Exercise requirements =
For the records below, please print exactly and only the lines from the one with "Please list the" down to the one with "Digitize the connectivity", both ends included, omitting the pictures.

Records to use =
----------------------------------------

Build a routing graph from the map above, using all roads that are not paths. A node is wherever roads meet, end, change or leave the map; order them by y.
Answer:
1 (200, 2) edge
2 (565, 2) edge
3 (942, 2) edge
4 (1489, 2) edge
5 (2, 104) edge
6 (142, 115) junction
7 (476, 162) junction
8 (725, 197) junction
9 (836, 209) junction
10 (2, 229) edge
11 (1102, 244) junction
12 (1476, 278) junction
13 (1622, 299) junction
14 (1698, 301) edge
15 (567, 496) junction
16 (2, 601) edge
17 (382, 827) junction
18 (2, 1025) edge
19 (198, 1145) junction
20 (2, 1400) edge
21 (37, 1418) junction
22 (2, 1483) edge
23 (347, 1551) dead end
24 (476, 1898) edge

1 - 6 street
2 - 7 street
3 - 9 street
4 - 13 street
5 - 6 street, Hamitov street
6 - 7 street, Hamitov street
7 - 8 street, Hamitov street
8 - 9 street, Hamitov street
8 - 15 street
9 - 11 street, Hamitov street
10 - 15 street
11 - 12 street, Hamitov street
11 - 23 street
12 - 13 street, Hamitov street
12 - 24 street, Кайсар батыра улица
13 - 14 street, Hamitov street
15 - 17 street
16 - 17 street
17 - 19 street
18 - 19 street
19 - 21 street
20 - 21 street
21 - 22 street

----------------------------------------

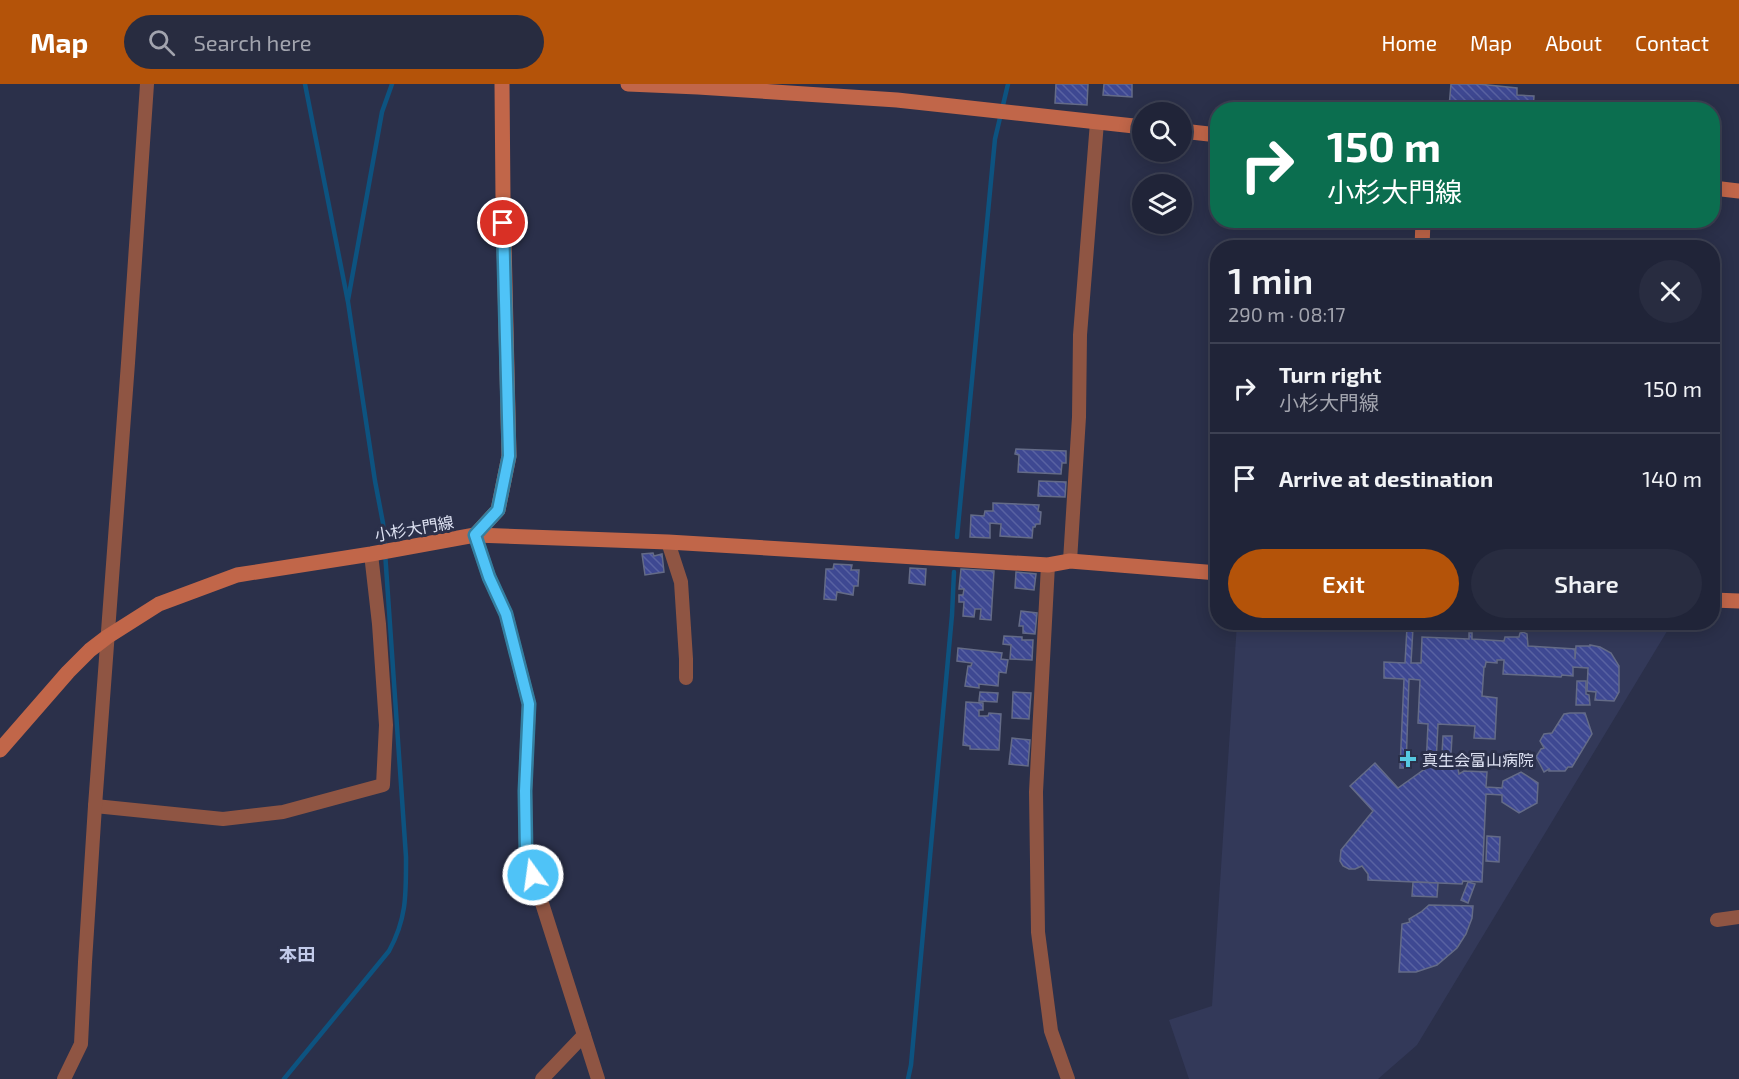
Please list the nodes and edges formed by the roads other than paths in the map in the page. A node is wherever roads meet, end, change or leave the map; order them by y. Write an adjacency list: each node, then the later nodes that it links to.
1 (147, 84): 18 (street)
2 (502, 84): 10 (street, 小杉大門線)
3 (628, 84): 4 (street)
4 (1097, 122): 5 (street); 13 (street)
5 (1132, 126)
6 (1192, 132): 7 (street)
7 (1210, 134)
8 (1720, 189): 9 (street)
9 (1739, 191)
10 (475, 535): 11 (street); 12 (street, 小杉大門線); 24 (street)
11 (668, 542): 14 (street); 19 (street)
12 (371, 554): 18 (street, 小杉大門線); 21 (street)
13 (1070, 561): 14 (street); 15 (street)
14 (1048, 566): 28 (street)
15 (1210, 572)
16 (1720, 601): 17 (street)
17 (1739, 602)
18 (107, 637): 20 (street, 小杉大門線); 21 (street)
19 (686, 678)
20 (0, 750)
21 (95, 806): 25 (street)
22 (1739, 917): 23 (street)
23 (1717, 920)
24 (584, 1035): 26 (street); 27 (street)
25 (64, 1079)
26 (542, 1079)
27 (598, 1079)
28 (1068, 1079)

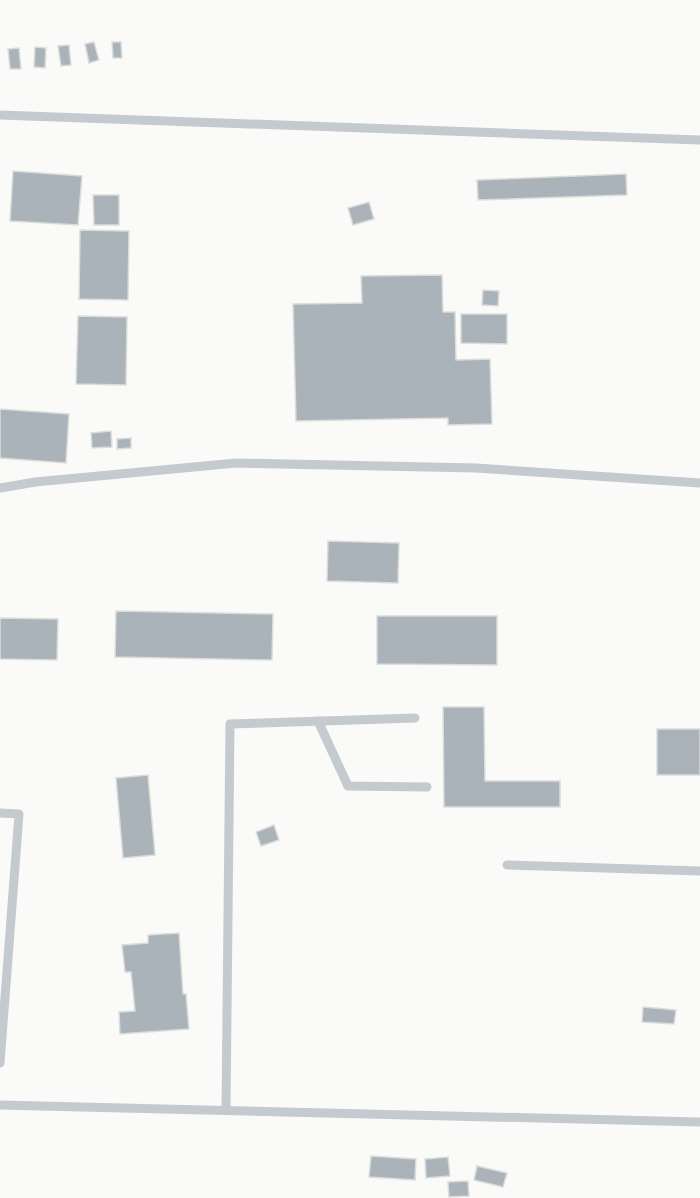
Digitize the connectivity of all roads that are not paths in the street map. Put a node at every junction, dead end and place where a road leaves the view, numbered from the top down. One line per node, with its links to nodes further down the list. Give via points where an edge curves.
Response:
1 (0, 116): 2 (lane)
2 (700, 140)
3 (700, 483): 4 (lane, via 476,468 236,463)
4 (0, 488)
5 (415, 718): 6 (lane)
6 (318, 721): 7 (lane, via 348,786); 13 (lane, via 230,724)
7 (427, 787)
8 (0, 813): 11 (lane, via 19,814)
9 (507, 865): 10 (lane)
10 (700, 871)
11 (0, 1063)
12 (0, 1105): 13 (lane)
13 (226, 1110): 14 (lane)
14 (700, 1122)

----------------------------------------

Answer area =
Please list the nodes and edges formed by the roads other than paths in the map in the page. A node is wherever roads meet, end, change or leave the map; order them by y. Write an adjacency list: each node, then the later nodes that it links to.
1 (147, 84): 18 (street)
2 (502, 84): 10 (street, 小杉大門線)
3 (628, 84): 4 (street)
4 (1097, 122): 5 (street); 13 (street)
5 (1132, 126)
6 (1192, 132): 7 (street)
7 (1210, 134)
8 (1720, 189): 9 (street)
9 (1739, 191)
10 (475, 535): 11 (street); 12 (street, 小杉大門線); 24 (street)
11 (668, 542): 14 (street); 19 (street)
12 (371, 554): 18 (street, 小杉大門線); 21 (street)
13 (1070, 561): 14 (street); 15 (street)
14 (1048, 566): 28 (street)
15 (1210, 572)
16 (1720, 601): 17 (street)
17 (1739, 602)
18 (107, 637): 20 (street, 小杉大門線); 21 (street)
19 (686, 678)
20 (0, 750)
21 (95, 806): 25 (street)
22 (1739, 917): 23 (street)
23 (1717, 920)
24 (584, 1035): 26 (street); 27 (street)
25 (64, 1079)
26 (542, 1079)
27 (598, 1079)
28 (1068, 1079)

Digitize the connectivity of all roads that are not paths in the street map. Put a node at every junction, dead end and place where a road leaves the view, numbered from the top down. One line per node, with its links to nodes further down the list. Give via points where an edge curves.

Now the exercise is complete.